Gil se hizo con Marbella cuando la ciudad vivía una grave crisis inmobiliaria: los jubilados británicos huyeron en tropel a finales de los ochenta después de que se hundiera la libra esterlina y, a la vez, les recortasen sus pensiones. La huida provocó un desplome de los precios, algunos promotores se arruinaron y quedaron en toda la costa un montón de edificios sin acabar.
Marbella había acabado cayendo en manos de un último alcalde socialista cuyo nombre ya casi nadie recuerda. Pero su gestión no llegó a ser catastrófica. La ciudad, bastante descuidada, seguía creciendo pausadamente sin apartarse de los sueños del pionero Ricardo Soriano: urbanizaciones dispersas, arboledas, muchos espacios libres... En 1986, otro alcalde del PSOE puso racionalidad a esos sueños y diseñó el futuro urbanístico de Marbella. El alcalde se llama José Luis Rodríguez y, vistas las alternativas, seguirá siendo durante mucho tiempo el último buen alcalde que tuvo la ciudad. A Rodríguez, que es catedrático de Instituto, no le atacó la alergia a la tiza, ese extraño mal que aqueja de por vida a la mayor parte de los maestros del PSOE en cuanto estrenan cargo público.
Donde el plan de 1986 preveía que hubiera jardines, teatros, escuelas y ambulatorios, se levantan hoy amazacotados edificios de apartamentos. Los colegios están saturados no sólo porque haya crecido desmesuradamente la población, sino porque no hay espacio en donde construir nuevas escuelas. Lo mismo sucede con los ambulatorios: hoy están repletos hasta casi estallar. El que me corresponde es tan caótico que se podría rodar en él la huida de los americanos de Saigón al final de la guerra de Vietnam.
En la Marbella de Gil hay calles que han desaparecido bajo el hormigón y no se ha trazado ninguna nueva. Hace ocho años, cuando llegué, me gustaba bajar todas las mañanas al centro para tomar café y leer los periódicos. Ahora pueden pasar varios meses sin que pise esas calles llenas de coches, ruidos y mal humor; los mismos coches, los mismos ruidos y el mismo mal humor que me hicieron huir de Madrid hace ocho años.

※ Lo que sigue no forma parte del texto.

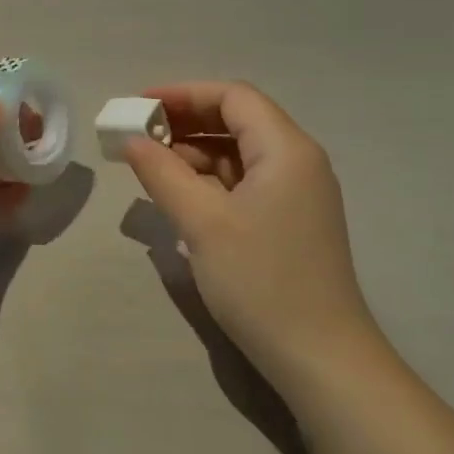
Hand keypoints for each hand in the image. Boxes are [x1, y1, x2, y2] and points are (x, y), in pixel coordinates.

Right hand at [122, 82, 379, 380]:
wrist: (321, 360)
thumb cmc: (261, 281)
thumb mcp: (202, 223)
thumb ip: (162, 173)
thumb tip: (132, 141)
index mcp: (286, 149)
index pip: (232, 97)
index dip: (183, 94)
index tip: (138, 107)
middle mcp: (297, 161)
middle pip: (236, 120)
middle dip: (185, 123)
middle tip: (137, 137)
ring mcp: (296, 193)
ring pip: (238, 153)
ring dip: (194, 153)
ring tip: (150, 168)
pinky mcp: (289, 221)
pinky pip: (244, 182)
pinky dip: (209, 180)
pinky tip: (179, 197)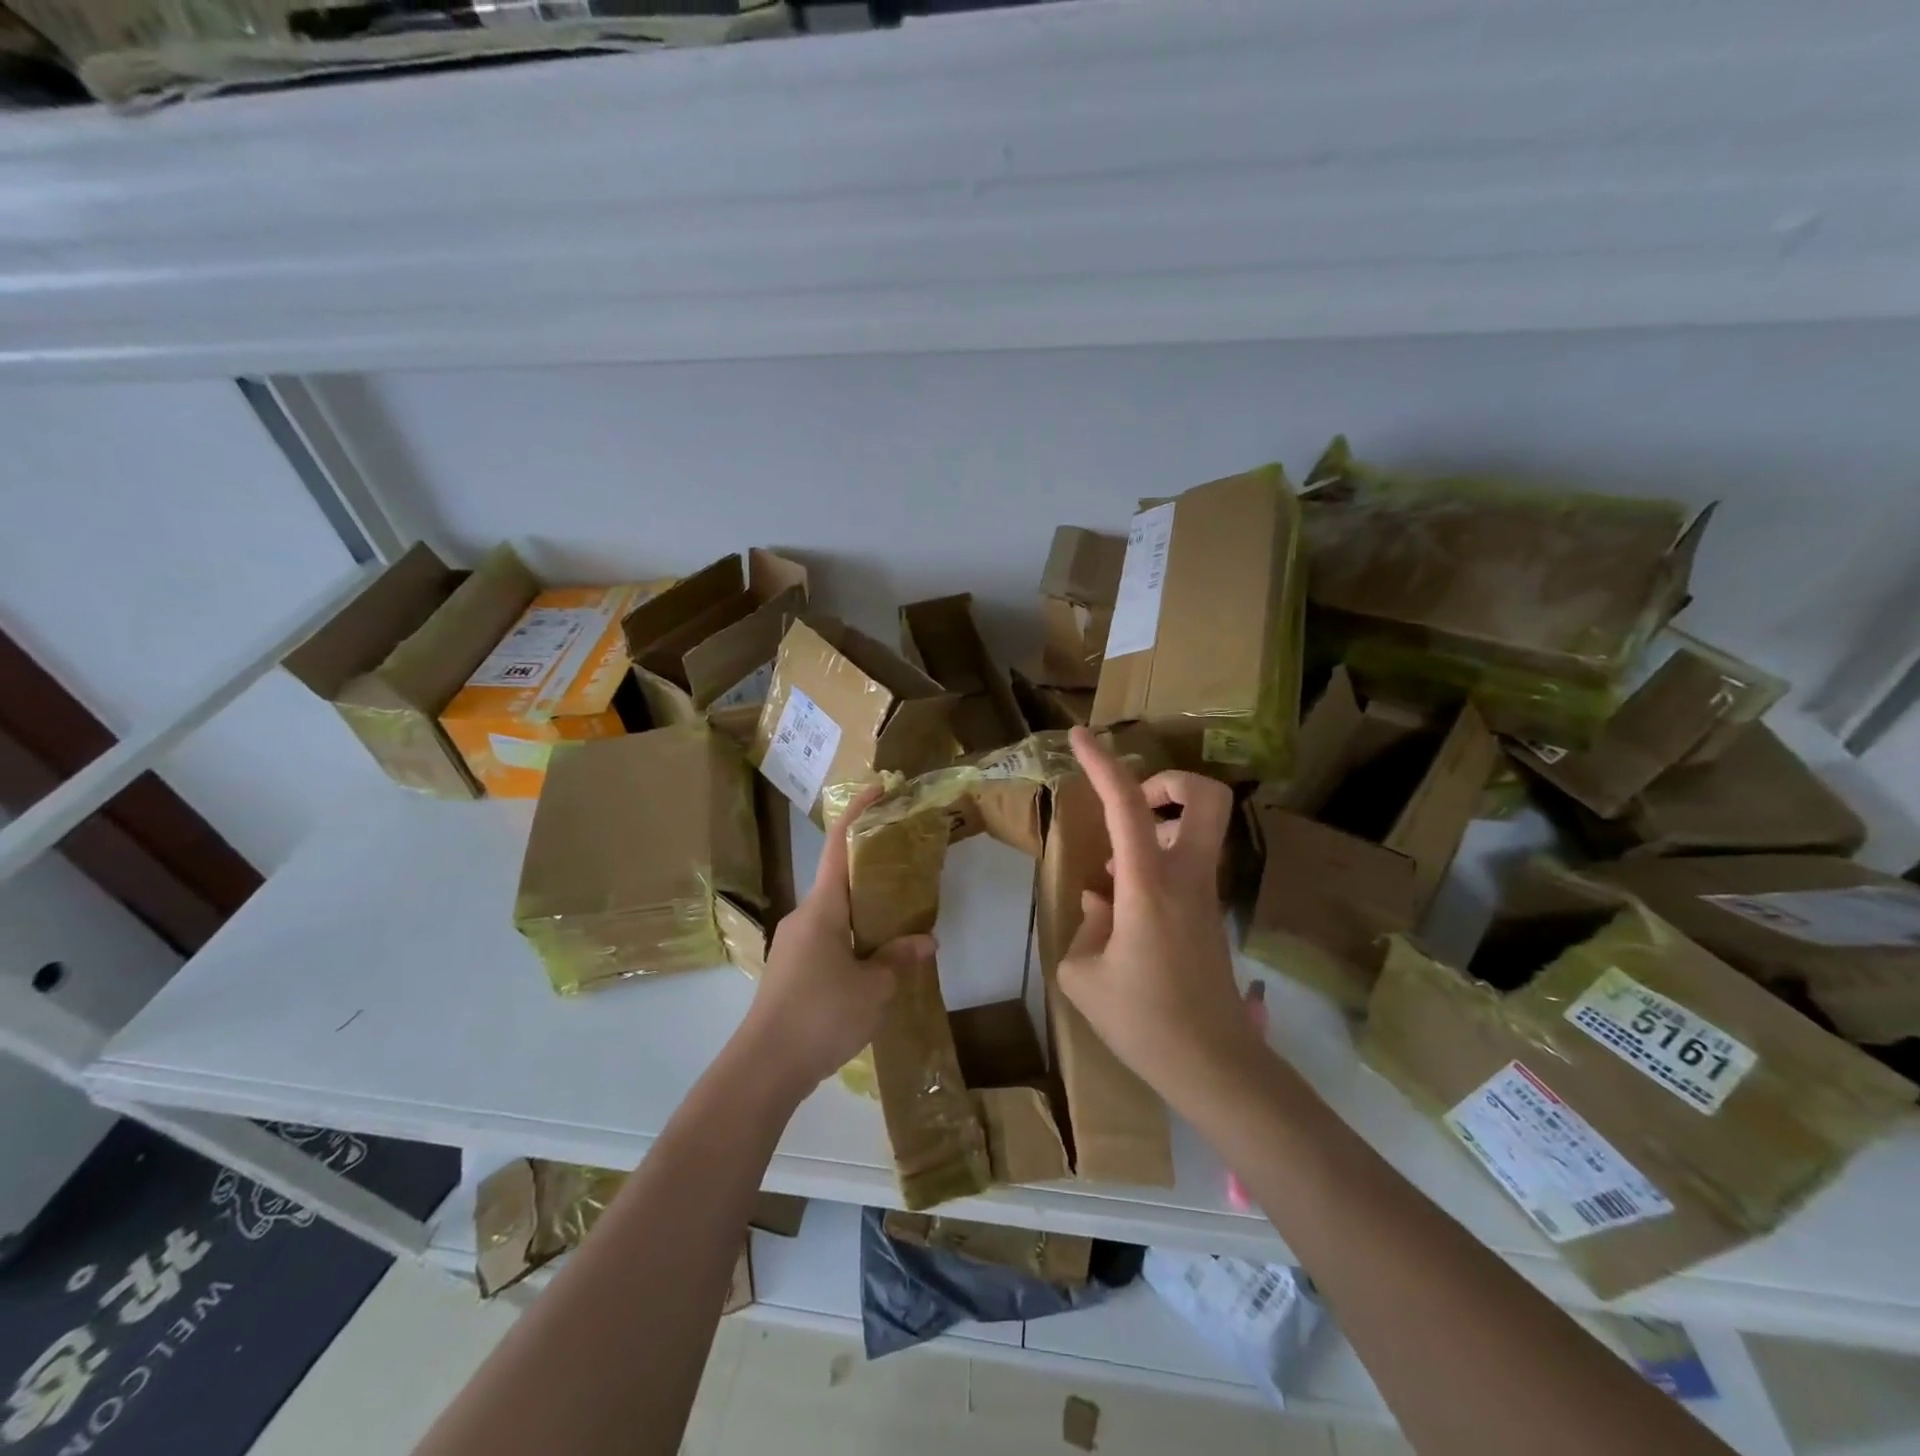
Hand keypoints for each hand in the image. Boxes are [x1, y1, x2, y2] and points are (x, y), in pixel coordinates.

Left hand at [735, 784, 933, 1099]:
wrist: (764, 1068)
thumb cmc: (821, 1015)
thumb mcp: (874, 988)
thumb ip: (899, 959)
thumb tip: (925, 940)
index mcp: (822, 907)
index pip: (838, 844)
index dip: (859, 811)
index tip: (880, 788)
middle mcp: (804, 916)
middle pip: (841, 878)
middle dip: (873, 868)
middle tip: (910, 868)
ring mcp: (794, 945)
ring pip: (836, 913)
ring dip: (867, 911)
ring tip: (903, 921)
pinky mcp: (792, 972)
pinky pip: (829, 940)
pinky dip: (855, 939)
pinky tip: (877, 964)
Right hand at [1059, 727, 1261, 1099]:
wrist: (1213, 1066)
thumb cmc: (1143, 1020)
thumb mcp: (1084, 975)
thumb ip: (1086, 926)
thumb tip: (1101, 901)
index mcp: (1148, 885)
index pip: (1128, 806)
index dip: (1103, 764)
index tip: (1080, 736)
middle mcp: (1186, 877)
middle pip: (1205, 797)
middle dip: (1168, 781)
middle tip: (1133, 803)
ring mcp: (1205, 894)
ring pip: (1199, 828)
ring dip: (1160, 823)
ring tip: (1117, 865)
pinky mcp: (1210, 914)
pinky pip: (1188, 862)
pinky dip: (1158, 859)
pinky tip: (1125, 903)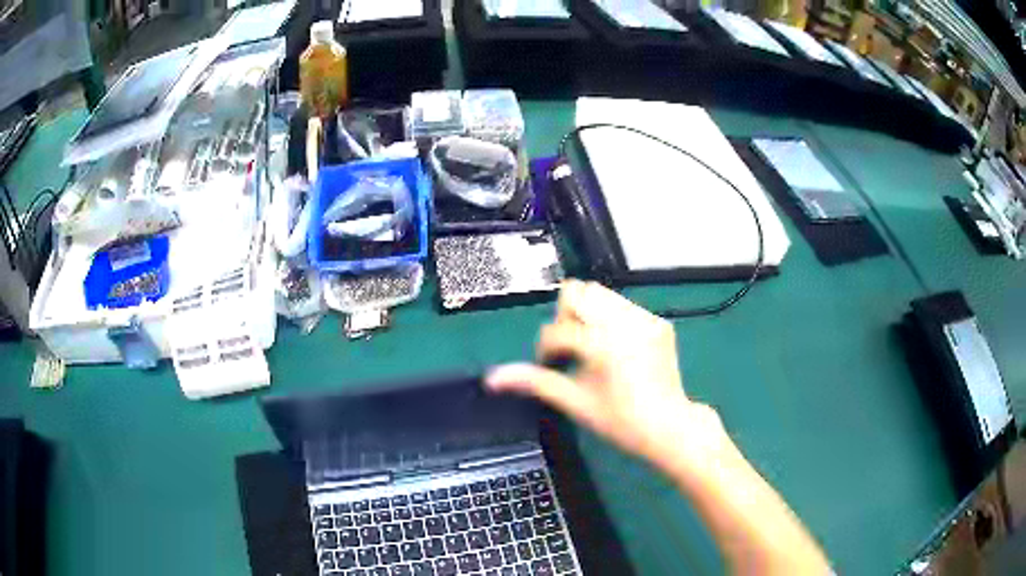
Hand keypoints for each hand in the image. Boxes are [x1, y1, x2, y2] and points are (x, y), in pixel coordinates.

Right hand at [486, 280, 723, 467]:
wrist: (669, 426)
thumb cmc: (620, 422)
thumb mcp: (574, 402)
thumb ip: (534, 382)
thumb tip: (492, 378)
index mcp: (602, 344)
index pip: (556, 330)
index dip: (545, 349)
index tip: (553, 367)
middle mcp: (624, 323)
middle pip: (577, 293)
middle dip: (565, 317)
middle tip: (571, 348)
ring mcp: (645, 319)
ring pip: (601, 294)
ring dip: (586, 314)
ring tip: (591, 346)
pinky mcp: (658, 322)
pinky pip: (624, 306)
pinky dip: (610, 319)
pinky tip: (615, 348)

Lo peor de Gil es la herencia que deja. Pero no sólo en Marbella. En los once años que han transcurrido desde su primera victoria electoral, España -y, especialmente, Andalucía- han ido contagiándose de su imagen y semejanza. El diálogo político, las maneras, el lenguaje o la televisión parecen hechos a su medida.
Han triunfado sus modos y hasta su ideología, si se puede llamar así a esa desbordante chulería que se suele calificar de 'pragmatismo en la gestión'. Más de un tercio de los concejales que fueron elegidos en las listas del GIL están hoy en el PP. Pero aún hay más. Lean: 'Si para financiar inversiones tengo que vender suelo público, lo vendo. El que quiera denunciarme, que me denuncie. Y, si no, que venga el juez y administre'. ¿Palabras de Gil? No, son del presidente de la Diputación de Málaga, Juan Fraile (PSOE).
Es imposible huir del gilismo. Aunque le lluevan las condenas, Gil ha terminado imponiéndose. Ha ganado. Hay que reconocerlo.